Dataset items
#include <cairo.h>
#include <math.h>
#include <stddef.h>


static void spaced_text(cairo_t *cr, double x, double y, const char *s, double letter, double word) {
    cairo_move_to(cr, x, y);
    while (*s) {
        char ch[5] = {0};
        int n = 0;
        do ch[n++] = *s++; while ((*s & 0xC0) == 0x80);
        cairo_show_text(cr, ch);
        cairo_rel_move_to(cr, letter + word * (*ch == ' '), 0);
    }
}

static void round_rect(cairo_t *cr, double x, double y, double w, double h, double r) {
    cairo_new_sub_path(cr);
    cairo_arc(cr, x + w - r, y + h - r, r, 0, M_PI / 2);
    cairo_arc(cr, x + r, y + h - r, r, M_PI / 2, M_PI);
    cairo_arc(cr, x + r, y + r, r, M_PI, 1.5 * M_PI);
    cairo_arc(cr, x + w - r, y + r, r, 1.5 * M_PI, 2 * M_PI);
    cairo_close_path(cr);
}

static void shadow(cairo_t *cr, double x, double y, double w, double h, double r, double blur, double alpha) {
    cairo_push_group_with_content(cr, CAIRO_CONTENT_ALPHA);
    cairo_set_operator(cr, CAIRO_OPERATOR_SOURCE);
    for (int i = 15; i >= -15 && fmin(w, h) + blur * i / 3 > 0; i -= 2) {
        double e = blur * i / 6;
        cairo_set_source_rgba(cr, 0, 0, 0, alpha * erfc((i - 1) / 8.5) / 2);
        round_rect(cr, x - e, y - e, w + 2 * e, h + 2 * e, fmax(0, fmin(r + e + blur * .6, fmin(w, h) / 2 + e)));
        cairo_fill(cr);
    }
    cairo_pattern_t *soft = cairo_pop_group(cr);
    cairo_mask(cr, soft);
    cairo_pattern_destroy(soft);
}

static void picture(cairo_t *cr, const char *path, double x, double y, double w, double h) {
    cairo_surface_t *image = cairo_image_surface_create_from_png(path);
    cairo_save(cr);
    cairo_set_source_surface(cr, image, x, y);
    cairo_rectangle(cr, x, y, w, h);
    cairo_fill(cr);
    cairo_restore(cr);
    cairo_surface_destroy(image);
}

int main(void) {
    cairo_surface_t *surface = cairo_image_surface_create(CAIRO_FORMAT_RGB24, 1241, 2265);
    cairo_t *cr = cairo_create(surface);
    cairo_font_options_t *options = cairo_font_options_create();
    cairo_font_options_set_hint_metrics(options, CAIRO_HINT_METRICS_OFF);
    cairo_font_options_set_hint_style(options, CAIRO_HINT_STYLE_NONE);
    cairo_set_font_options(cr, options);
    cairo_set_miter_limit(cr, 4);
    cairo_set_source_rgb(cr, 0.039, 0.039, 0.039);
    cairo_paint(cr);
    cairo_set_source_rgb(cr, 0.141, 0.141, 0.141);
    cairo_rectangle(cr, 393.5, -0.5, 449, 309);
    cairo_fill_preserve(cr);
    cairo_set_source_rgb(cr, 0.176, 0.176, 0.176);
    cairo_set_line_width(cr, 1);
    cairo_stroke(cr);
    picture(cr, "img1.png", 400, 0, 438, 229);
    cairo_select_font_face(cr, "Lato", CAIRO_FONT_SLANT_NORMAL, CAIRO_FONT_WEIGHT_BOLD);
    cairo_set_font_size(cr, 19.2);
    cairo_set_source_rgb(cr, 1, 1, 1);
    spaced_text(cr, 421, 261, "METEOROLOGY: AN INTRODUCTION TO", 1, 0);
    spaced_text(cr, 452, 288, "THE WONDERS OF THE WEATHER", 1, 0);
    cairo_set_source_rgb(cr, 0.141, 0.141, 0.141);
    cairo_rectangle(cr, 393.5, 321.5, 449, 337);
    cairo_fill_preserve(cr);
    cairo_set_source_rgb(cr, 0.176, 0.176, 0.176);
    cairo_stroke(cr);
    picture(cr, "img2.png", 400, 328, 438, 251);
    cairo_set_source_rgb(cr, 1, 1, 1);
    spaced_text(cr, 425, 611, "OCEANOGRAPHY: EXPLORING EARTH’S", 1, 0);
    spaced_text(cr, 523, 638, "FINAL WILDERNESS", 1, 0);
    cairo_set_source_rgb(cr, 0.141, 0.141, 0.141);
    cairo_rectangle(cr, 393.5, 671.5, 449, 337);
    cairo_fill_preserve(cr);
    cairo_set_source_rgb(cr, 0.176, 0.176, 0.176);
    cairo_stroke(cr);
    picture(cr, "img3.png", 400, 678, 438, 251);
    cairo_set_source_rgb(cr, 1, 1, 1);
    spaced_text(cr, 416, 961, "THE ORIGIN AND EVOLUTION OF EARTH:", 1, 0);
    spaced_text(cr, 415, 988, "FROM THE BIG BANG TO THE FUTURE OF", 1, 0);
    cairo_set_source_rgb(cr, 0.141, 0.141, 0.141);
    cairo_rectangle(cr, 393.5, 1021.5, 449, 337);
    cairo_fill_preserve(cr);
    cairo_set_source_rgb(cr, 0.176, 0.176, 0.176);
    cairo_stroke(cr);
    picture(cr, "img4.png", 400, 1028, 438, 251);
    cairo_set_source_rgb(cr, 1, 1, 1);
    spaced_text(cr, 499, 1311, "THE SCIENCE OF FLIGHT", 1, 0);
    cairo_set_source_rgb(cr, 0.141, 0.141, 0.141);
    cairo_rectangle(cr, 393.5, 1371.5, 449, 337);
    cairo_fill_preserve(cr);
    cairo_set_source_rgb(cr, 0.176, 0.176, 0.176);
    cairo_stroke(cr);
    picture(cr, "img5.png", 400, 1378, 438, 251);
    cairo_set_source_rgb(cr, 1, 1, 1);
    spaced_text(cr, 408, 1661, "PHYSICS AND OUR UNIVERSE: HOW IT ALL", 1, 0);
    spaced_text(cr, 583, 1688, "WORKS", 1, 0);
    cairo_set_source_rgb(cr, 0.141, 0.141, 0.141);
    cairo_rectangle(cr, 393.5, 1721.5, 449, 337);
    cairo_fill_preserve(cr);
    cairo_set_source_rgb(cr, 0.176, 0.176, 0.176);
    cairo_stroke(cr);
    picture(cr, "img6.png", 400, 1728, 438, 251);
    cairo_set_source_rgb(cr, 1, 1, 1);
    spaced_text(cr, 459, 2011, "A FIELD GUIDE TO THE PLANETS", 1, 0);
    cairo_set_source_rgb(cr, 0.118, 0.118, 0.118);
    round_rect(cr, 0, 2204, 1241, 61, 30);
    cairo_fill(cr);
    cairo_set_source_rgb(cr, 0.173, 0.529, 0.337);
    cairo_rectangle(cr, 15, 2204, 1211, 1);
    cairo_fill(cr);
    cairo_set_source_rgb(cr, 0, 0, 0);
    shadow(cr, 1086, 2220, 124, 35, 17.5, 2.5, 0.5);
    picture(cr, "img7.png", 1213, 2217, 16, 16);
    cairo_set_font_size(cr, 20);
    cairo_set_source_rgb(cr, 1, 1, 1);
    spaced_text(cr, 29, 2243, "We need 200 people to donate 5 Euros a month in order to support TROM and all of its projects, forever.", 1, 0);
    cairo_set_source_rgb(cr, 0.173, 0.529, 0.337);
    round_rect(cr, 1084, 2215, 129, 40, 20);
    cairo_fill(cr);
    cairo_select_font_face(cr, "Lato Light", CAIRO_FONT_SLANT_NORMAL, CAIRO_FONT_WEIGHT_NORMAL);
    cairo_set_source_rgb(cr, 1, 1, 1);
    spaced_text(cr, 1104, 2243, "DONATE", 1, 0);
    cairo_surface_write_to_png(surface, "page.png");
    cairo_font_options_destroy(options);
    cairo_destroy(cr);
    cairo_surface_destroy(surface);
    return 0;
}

What the task asks
The first line of the entries above and every line after it, up to and including the line with "static void shadow(cairo_t", should be set down exactly.

Response box
#include <cairo.h>
#include <math.h>
#include <stddef.h>


static void spaced_text(cairo_t *cr, double x, double y, const char *s, double letter, double word) {
    cairo_move_to(cr, x, y);
    while (*s) {
        char ch[5] = {0};
        int n = 0;
        do ch[n++] = *s++; while ((*s & 0xC0) == 0x80);
        cairo_show_text(cr, ch);
        cairo_rel_move_to(cr, letter + word * (*ch == ' '), 0);
    }
}

static void round_rect(cairo_t *cr, double x, double y, double w, double h, double r) {
    cairo_new_sub_path(cr);
    cairo_arc(cr, x + w - r, y + h - r, r, 0, M_PI / 2);
    cairo_arc(cr, x + r, y + h - r, r, M_PI / 2, M_PI);
    cairo_arc(cr, x + r, y + r, r, M_PI, 1.5 * M_PI);
    cairo_arc(cr, x + w - r, y + r, r, 1.5 * M_PI, 2 * M_PI);
    cairo_close_path(cr);
}

static void shadow(cairo_t *cr, double x, double y, double w, double h, double r, double blur, double alpha) {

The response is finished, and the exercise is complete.